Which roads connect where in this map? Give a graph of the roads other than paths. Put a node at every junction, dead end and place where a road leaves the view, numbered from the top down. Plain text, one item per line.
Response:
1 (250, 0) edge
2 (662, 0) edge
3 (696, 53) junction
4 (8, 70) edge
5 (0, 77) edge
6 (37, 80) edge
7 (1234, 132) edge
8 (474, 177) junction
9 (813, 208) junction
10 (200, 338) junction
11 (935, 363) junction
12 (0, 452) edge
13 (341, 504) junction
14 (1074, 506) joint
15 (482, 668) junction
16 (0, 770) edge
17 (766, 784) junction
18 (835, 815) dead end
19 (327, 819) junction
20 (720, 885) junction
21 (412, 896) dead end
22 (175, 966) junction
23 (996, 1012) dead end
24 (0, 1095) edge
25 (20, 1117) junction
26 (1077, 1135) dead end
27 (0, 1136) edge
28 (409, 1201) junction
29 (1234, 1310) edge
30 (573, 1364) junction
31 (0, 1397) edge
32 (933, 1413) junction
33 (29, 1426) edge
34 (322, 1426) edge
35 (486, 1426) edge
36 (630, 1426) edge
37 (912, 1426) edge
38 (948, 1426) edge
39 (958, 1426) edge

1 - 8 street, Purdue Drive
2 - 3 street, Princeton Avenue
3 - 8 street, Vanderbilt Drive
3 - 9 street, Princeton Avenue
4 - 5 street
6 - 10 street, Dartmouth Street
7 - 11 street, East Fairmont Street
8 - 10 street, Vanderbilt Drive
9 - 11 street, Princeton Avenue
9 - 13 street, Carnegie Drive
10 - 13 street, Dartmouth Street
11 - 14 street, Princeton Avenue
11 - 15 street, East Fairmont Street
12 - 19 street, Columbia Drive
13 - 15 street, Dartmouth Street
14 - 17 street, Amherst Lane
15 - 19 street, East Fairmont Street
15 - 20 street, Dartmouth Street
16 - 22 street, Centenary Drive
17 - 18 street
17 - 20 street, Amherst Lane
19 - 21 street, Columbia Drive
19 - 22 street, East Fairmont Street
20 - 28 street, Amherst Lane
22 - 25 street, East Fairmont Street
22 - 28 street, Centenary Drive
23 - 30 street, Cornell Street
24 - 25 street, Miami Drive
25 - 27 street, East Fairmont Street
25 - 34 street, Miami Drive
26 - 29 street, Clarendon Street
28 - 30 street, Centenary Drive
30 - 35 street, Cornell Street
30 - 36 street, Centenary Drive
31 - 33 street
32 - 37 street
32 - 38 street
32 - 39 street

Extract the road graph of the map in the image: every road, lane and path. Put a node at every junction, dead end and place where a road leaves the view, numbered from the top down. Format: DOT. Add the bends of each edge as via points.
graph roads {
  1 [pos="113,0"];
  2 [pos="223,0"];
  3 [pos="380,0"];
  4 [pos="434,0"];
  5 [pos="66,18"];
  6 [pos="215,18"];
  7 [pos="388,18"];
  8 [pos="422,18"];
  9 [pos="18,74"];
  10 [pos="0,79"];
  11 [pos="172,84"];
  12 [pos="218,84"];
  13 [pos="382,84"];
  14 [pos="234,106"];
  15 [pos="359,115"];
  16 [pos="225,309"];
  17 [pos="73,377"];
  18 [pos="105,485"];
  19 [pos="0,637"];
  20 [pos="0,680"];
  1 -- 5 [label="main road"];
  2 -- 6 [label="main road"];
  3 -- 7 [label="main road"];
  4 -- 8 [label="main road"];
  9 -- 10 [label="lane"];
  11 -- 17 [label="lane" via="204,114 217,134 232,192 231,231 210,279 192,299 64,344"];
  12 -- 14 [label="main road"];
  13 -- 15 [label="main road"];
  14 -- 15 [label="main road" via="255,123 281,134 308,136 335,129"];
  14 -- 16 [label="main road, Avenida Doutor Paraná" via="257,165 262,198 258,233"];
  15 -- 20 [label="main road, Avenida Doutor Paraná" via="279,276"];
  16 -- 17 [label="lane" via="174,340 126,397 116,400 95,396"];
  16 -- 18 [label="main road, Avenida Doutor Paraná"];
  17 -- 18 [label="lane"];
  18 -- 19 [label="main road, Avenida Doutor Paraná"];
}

────────────────────

» **Your task**
Output nothing but the number of lines in the data containing the string "Doutor".

» **Solution to the exercise**
4